Every line containing the word "Viaduct" must be pulled from the records.

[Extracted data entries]

########################################

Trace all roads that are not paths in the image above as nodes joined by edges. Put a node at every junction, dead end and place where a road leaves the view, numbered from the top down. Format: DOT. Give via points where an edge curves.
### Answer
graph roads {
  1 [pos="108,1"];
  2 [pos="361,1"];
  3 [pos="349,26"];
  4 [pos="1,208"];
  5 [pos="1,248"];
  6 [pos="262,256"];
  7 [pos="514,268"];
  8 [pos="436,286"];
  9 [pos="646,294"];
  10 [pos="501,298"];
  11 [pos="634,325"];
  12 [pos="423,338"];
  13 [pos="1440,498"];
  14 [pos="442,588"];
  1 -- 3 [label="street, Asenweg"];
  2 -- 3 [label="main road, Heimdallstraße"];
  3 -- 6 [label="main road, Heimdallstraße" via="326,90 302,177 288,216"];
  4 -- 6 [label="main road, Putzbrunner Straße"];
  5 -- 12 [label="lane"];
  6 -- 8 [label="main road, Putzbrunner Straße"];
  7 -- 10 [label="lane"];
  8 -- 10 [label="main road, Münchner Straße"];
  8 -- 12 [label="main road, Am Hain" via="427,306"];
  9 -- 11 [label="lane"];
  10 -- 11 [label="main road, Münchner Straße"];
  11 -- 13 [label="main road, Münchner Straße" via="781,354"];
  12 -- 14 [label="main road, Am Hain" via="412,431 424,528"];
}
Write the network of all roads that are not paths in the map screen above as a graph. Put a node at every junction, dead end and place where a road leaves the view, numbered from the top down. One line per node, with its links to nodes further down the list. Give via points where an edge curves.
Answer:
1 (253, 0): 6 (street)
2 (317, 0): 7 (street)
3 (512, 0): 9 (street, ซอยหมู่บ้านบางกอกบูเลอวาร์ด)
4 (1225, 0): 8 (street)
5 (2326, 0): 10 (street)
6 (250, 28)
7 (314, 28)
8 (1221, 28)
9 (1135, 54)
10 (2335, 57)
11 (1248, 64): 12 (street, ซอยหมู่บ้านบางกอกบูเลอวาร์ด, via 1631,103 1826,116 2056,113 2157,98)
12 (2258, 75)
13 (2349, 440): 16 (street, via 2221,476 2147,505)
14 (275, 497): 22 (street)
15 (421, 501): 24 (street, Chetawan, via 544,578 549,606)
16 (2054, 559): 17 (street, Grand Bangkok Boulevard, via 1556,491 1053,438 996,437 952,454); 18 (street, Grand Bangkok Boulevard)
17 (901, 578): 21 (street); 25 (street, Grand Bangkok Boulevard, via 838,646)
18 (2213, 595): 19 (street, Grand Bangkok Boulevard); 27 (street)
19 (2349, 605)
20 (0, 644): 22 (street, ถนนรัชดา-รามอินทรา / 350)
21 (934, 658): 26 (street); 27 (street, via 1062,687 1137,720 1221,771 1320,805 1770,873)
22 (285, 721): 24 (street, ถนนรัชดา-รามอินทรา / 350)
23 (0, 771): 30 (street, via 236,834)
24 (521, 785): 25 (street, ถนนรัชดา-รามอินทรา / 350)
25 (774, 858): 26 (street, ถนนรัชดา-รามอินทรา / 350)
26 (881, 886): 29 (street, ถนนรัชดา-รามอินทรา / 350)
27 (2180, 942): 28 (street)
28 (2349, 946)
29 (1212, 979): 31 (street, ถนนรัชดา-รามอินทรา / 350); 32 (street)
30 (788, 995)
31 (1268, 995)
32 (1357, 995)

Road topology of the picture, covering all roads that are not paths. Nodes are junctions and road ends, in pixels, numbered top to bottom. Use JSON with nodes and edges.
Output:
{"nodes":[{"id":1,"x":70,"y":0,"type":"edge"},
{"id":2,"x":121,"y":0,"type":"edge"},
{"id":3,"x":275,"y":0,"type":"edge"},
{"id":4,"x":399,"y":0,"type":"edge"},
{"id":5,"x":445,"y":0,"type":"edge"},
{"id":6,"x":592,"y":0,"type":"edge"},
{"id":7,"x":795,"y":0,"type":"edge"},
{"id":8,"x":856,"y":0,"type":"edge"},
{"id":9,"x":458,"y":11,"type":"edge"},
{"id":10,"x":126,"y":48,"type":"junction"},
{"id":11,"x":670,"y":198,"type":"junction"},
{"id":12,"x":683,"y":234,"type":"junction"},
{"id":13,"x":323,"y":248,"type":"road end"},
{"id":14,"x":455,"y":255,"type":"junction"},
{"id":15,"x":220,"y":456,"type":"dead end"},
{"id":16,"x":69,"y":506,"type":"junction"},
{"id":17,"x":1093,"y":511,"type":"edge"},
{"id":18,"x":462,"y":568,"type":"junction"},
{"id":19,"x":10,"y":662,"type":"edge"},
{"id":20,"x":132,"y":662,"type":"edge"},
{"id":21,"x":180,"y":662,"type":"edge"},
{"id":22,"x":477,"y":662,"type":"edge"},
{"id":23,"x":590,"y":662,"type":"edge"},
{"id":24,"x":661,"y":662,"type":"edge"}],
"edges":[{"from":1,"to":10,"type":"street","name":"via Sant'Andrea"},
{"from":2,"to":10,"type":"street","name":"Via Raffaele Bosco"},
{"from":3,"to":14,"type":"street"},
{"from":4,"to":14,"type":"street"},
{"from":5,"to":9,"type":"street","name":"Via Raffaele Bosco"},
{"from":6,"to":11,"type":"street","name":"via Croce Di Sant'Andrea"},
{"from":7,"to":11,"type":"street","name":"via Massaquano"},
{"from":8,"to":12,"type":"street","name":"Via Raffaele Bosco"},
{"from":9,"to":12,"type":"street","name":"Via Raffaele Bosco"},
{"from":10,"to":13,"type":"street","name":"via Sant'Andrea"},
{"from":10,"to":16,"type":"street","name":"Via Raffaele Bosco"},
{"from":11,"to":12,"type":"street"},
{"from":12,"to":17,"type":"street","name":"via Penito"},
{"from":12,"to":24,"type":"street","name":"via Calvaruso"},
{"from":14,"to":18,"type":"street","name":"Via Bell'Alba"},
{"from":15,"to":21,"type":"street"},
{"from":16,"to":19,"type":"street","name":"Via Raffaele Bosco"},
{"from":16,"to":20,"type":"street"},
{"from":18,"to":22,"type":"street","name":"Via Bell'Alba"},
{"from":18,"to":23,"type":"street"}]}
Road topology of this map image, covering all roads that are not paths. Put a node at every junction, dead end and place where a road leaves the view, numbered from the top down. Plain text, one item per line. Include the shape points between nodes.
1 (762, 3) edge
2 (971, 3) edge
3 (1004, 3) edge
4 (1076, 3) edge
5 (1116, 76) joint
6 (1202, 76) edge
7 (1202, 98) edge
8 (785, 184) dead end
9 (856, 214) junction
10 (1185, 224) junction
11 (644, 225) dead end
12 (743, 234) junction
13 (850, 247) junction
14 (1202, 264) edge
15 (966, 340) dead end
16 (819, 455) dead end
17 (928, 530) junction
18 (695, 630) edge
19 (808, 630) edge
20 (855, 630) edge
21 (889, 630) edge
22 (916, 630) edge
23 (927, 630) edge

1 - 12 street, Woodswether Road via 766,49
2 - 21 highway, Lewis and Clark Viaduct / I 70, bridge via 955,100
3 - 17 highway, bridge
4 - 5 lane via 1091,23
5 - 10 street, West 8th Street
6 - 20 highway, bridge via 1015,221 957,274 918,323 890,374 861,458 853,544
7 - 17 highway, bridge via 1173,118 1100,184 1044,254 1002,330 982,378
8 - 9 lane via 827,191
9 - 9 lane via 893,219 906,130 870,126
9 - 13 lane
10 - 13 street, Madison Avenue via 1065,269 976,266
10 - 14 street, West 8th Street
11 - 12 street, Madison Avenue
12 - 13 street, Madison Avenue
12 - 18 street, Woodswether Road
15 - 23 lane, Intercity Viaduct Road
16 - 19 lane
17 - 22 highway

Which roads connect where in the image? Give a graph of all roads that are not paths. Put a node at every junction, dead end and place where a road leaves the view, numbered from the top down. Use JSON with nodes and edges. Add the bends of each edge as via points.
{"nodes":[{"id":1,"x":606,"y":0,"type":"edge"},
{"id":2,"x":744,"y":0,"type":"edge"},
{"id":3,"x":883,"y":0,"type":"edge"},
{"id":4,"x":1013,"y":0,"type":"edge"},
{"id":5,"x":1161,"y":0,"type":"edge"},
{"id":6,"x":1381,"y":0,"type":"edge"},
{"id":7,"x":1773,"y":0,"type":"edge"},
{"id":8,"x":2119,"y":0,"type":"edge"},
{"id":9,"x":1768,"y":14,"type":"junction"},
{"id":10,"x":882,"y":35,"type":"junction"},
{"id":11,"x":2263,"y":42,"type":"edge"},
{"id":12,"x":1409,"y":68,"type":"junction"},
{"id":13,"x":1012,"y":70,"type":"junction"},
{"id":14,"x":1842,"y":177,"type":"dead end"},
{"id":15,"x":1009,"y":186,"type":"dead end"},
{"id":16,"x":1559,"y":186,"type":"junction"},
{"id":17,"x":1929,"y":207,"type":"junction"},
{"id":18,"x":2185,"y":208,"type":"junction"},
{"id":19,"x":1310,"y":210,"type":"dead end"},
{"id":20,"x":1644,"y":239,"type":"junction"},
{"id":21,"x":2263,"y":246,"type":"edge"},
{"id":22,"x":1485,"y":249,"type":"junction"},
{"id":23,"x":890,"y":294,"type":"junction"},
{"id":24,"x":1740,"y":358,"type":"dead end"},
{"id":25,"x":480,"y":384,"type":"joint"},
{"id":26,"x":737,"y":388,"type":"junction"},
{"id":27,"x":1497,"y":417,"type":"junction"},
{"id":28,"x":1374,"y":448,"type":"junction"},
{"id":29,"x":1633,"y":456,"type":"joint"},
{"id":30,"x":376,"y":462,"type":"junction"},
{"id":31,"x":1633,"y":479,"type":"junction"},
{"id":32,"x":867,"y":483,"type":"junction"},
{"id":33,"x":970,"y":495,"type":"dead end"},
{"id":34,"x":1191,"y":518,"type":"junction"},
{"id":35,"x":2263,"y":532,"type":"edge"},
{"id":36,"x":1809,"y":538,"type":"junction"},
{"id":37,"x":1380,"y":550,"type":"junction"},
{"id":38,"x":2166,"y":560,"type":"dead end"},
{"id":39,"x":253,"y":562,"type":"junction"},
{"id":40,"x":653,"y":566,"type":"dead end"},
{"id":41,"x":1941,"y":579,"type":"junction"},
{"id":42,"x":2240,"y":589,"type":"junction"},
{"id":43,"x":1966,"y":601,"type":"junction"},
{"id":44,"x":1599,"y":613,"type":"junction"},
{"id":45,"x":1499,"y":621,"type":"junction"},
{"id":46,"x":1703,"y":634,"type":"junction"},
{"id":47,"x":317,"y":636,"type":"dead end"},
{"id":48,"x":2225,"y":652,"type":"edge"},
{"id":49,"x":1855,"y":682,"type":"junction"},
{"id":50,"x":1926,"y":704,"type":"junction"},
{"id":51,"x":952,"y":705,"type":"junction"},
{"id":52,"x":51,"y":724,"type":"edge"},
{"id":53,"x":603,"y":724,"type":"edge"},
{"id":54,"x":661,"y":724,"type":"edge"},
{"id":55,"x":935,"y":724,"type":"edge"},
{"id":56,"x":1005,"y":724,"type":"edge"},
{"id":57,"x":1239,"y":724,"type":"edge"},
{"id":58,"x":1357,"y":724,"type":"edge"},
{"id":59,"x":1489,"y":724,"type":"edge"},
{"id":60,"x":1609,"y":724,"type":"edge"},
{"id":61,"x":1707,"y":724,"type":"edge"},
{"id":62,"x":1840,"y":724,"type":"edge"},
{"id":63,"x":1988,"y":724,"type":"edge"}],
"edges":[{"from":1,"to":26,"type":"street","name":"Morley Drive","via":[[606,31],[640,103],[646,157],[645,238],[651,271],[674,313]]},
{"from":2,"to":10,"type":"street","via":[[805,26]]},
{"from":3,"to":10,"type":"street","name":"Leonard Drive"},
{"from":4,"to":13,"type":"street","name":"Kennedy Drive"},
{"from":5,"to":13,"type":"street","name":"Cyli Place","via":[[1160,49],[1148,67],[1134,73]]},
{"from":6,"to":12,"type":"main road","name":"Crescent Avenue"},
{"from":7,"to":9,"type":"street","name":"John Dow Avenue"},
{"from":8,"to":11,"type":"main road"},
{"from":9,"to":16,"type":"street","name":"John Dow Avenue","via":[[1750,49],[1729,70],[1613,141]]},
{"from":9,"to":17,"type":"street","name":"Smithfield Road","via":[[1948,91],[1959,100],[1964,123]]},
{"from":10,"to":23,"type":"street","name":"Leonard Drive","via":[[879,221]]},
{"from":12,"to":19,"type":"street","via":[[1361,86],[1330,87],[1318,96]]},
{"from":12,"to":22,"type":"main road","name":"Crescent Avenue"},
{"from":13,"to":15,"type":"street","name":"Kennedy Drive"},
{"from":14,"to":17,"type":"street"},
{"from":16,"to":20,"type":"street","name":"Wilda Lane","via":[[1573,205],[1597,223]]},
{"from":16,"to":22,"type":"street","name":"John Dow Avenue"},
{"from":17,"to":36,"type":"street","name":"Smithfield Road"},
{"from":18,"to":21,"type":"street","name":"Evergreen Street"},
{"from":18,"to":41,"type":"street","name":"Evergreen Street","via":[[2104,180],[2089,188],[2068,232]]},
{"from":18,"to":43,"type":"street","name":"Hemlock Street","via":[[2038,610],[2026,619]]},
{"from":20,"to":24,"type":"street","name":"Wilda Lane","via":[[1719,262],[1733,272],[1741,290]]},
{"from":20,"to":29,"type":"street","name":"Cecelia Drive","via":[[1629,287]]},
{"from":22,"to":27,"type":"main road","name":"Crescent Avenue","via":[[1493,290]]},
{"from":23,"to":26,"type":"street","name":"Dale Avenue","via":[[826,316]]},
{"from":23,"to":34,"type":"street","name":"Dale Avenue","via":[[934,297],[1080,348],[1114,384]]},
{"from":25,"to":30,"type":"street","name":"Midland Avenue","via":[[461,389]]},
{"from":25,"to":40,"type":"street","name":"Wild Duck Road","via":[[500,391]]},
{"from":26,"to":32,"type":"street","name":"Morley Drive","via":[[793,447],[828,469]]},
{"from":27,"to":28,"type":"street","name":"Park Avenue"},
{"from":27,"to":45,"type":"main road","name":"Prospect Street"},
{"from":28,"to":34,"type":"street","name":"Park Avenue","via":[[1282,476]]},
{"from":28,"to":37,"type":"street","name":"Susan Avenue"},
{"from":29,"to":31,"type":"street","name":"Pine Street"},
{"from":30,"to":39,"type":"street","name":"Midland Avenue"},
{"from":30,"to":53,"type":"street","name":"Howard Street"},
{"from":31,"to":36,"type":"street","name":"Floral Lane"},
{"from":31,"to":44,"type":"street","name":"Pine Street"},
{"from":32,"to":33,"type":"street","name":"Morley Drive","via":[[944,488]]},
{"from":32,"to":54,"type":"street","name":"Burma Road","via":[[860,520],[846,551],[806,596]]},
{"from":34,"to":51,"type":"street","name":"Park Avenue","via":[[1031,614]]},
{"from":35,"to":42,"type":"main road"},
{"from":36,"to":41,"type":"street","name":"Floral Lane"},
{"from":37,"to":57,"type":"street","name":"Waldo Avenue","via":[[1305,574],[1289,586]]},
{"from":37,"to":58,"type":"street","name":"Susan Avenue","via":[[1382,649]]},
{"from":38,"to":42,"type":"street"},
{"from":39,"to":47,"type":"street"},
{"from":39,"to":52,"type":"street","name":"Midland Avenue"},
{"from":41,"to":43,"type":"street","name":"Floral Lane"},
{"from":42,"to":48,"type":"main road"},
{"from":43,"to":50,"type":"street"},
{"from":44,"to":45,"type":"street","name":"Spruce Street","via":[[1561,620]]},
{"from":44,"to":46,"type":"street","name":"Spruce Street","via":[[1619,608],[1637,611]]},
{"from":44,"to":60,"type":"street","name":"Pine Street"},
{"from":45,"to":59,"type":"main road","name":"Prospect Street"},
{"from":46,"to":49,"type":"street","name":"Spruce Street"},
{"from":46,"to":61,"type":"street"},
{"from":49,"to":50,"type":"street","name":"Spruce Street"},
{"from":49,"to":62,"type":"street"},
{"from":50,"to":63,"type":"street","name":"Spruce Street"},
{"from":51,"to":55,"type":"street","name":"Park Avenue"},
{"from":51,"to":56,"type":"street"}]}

########################################

Answer box:
2 - 21 highway, Lewis and Clark Viaduct / I 70, bridge via 955,100
15 - 23 lane, Intercity Viaduct Road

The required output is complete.